Start of Provided material

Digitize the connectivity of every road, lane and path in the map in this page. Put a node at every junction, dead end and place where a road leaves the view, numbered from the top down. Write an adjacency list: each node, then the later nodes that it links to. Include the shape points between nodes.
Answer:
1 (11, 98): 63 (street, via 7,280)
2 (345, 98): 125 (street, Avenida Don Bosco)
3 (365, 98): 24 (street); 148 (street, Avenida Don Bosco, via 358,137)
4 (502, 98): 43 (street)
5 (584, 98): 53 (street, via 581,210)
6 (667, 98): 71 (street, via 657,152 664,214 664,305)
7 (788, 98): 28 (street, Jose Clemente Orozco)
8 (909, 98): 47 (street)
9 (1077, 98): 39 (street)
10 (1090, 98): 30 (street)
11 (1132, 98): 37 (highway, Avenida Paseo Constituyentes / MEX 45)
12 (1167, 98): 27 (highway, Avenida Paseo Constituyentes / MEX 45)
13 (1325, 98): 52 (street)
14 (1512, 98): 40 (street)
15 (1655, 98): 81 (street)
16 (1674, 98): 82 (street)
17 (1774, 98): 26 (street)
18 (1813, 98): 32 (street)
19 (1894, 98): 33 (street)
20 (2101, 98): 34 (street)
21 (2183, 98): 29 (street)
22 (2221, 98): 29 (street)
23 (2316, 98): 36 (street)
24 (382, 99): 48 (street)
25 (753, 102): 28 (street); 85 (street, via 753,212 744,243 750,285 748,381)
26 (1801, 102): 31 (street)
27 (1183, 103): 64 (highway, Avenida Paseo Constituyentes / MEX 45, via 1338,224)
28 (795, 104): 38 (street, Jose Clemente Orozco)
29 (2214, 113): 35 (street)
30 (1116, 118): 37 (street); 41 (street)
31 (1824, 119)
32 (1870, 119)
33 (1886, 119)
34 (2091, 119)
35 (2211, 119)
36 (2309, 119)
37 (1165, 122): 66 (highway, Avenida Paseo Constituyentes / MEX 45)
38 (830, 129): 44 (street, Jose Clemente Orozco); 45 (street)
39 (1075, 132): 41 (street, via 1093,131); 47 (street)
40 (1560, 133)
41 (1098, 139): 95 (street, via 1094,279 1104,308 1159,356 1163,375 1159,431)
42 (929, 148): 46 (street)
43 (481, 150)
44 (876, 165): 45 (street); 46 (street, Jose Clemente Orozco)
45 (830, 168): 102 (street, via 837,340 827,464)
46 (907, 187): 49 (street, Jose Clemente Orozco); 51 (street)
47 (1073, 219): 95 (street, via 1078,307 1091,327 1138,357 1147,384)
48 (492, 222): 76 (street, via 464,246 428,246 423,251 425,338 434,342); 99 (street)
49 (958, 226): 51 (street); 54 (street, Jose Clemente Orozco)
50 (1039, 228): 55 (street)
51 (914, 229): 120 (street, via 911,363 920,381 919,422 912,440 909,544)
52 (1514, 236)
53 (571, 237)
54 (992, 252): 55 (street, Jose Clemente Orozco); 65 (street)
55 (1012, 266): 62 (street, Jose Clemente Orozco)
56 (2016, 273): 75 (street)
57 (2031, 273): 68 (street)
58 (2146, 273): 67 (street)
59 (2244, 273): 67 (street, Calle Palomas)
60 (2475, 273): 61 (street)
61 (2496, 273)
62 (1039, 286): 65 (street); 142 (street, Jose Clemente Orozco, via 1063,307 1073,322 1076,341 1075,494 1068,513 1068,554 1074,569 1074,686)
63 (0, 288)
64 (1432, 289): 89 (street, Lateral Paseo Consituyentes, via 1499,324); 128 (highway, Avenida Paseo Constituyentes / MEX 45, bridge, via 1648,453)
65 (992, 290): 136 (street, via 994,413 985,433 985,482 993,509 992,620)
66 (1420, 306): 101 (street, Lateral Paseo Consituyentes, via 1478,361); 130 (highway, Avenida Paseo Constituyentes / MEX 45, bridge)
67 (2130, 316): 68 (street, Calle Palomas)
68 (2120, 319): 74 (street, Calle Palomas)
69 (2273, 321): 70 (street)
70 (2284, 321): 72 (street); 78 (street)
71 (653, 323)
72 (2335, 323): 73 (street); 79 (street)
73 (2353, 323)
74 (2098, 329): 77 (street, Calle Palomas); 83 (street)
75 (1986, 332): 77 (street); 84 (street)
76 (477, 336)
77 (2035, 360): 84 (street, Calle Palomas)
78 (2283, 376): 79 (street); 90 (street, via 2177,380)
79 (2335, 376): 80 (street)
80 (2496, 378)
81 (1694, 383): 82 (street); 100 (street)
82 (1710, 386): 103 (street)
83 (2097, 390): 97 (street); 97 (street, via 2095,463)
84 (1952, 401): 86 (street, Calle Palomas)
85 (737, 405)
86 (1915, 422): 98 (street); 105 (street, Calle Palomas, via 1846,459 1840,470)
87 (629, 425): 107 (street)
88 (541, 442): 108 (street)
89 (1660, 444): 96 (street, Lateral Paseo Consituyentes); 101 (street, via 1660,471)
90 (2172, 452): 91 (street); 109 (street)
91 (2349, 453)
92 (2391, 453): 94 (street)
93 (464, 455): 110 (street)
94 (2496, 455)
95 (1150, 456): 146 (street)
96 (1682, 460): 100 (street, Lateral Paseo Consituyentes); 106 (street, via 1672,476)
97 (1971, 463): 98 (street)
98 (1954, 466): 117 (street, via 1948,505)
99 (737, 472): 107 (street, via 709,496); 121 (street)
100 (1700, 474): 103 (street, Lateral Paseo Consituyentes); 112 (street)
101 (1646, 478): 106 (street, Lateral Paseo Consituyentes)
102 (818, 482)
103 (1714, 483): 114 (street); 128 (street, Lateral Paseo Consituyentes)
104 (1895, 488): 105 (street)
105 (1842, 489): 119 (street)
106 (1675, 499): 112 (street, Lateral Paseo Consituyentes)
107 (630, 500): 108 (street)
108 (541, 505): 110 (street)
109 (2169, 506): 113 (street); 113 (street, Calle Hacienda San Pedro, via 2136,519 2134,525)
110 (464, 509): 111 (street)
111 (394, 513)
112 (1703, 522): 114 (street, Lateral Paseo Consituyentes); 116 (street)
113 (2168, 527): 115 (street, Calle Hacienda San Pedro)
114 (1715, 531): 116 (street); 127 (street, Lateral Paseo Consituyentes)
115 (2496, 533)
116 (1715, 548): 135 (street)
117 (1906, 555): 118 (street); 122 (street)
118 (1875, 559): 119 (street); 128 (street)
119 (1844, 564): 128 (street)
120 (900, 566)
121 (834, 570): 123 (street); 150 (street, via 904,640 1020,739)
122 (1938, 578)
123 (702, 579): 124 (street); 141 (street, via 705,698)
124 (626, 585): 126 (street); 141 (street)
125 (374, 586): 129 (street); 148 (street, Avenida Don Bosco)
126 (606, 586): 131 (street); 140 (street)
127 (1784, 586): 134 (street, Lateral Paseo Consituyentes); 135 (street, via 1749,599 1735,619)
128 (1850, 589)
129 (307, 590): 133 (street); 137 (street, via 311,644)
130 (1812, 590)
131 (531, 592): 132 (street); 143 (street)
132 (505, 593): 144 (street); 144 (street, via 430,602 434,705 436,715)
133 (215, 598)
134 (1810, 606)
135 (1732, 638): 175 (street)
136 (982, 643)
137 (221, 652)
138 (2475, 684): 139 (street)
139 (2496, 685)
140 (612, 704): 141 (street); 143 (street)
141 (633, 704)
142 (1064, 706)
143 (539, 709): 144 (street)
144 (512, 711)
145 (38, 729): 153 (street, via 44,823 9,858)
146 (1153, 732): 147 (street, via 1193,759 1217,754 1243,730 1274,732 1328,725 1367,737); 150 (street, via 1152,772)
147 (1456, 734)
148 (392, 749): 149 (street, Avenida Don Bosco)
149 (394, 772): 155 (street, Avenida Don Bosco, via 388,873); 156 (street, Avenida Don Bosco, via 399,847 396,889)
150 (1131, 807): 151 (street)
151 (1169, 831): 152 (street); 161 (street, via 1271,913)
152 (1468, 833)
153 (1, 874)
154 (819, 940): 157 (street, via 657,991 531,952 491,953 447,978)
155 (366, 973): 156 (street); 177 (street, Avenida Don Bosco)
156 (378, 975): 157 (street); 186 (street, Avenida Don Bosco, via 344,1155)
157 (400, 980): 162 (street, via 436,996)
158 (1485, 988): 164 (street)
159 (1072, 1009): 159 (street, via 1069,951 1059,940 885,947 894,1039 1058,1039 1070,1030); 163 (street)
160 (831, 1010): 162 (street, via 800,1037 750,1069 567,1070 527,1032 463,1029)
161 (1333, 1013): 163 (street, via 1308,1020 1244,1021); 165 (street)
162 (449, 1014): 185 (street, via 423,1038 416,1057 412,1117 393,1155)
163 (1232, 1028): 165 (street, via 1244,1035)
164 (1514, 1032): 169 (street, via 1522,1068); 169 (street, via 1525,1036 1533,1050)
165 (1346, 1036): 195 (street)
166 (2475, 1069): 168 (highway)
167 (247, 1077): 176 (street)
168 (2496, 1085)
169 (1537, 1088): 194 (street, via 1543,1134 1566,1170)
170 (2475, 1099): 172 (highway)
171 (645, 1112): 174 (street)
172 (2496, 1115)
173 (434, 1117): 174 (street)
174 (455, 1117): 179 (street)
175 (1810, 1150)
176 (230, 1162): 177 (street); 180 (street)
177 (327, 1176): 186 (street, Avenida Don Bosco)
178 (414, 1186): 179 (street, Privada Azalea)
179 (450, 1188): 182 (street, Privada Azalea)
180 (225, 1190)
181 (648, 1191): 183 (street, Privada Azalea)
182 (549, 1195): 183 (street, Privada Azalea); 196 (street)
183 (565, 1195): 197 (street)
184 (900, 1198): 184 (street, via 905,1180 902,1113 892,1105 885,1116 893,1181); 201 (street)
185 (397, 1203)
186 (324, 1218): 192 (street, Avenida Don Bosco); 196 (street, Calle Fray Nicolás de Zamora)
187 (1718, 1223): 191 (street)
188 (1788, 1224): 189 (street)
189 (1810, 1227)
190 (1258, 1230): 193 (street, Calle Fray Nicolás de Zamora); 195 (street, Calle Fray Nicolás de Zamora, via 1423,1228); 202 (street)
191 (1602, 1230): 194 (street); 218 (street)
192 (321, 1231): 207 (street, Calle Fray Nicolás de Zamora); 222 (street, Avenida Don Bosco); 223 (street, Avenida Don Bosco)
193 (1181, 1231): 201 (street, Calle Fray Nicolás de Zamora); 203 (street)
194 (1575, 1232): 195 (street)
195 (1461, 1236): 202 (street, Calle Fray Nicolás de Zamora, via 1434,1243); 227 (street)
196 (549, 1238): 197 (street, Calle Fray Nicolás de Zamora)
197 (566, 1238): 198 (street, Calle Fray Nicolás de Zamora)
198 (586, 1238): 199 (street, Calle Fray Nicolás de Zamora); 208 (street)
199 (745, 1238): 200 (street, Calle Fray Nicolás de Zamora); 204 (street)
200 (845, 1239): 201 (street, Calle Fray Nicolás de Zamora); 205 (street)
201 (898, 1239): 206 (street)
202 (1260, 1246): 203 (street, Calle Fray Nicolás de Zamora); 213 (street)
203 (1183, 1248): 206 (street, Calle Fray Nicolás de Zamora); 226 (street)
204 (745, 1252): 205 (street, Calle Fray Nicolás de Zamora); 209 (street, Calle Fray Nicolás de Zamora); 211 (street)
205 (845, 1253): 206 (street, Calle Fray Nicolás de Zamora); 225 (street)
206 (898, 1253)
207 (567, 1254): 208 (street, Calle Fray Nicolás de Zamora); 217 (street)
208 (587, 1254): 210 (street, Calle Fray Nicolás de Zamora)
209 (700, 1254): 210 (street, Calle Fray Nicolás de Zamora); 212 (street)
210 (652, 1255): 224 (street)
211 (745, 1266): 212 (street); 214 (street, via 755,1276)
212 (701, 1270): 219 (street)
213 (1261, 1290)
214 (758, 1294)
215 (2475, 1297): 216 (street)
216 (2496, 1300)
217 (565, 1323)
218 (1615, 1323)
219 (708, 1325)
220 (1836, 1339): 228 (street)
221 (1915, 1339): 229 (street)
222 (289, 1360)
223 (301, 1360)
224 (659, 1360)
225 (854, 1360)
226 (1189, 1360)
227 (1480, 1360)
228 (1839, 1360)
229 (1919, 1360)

End of Provided material

Work instructions — Give the number of lines in the entries that contain the word "Privada", without any other words.

Result of this task — 4